Digging structure of a ground pipe}

The present invention effectively disperses high voltage currents generated by external factors such as ground faults or lightning strikes occurring inside the power system to the ground, thereby preventing various electronic devices such as communication devices and radar devices from being damaged by reverse flashover. The present invention relates to a coring excavation structure of a grounding copper rod.

Lightning strikes are a phenomenon in which huge electric energy generated by energizing air flow, such as static electricity, is discharged to the surface of the earth. These lightning strikes have tremendous destructive power, so when installing various facilities, be sure to equip the grounding device to discharge the current quickly to the ground when lightning strikes to prevent damage caused by lightning strikes. At this time, since the earth is like a capacitor having a large capacity, even if a current such as a lightning strike can be sufficiently absorbed, a phenomenon such as a potential rise does not occur.

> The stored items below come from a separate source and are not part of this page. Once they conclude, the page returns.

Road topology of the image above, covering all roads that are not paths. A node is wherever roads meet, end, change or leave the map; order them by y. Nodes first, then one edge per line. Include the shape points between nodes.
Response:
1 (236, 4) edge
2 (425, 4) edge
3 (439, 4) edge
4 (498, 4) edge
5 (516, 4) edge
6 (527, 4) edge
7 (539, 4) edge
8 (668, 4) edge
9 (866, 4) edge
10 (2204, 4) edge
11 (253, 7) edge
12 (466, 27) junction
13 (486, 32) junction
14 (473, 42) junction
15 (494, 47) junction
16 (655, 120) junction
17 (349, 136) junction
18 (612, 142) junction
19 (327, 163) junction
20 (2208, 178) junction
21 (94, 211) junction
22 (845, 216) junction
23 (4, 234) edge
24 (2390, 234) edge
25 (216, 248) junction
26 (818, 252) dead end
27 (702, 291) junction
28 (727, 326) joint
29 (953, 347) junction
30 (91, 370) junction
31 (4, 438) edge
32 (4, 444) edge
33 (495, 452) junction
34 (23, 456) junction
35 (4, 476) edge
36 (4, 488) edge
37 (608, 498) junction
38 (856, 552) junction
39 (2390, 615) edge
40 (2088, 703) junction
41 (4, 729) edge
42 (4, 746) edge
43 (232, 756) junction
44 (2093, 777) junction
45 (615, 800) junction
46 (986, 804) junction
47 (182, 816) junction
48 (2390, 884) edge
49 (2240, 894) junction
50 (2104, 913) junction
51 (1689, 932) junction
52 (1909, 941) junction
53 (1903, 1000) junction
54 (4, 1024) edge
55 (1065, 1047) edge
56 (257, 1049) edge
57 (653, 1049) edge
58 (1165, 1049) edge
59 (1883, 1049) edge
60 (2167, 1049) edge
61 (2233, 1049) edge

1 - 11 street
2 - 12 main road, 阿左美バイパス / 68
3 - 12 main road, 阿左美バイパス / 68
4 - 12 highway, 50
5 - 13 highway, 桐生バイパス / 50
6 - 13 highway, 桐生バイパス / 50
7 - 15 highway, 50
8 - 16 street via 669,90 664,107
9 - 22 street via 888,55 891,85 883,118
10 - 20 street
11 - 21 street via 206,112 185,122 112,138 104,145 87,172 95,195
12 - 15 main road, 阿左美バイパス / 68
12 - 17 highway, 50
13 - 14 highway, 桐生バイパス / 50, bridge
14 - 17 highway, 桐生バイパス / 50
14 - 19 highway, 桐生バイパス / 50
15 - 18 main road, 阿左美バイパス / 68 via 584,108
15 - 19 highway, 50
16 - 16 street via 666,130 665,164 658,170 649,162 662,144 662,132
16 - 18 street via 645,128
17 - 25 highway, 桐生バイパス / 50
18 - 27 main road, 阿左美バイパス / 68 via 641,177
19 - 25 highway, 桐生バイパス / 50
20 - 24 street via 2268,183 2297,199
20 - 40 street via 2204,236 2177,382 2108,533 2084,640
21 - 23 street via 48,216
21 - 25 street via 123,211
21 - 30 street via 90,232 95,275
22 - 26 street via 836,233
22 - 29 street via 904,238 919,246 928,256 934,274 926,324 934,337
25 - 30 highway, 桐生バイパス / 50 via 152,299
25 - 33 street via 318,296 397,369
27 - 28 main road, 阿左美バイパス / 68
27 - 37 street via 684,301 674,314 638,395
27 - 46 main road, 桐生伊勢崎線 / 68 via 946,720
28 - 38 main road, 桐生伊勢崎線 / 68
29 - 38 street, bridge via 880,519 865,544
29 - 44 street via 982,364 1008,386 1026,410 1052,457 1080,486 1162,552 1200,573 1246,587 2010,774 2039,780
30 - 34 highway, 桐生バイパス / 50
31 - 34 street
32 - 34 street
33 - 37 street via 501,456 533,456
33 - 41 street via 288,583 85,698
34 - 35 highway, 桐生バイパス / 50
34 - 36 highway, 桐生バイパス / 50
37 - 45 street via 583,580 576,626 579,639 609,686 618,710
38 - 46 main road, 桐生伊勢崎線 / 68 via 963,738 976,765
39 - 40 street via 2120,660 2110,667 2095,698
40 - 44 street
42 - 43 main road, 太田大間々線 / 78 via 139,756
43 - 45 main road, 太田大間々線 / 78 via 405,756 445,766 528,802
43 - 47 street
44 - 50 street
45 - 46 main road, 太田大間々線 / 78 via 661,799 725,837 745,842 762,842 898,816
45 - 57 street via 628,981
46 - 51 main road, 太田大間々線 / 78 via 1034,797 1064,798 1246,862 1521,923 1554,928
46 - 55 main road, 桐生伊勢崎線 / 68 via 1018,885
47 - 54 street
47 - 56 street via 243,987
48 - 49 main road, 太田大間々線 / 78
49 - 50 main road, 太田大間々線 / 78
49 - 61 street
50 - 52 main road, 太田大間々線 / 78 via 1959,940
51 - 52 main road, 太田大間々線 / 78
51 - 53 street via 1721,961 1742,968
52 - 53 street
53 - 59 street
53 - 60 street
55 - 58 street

Grounding is generally buried in the ground, and the current applied to the grounding pole is caused by surges such as external lightning strikes, fault currents caused by failures in the power system and electrical equipment, and unbalanced currents caused by three-phase unbalance. have. This current needs to be quickly radiated to ground through the ground electrode.

The grounding device generally used consists of a grounding wire connected to the grounding pole in a building and steel structure that is concerned with lightning damage.In particular, a lightning rod is installed at the top of the building and the lightning rod is connected by copper wire. Grounding structure is most widely used.

1 shows a coring excavation structure of a conventional ground rod.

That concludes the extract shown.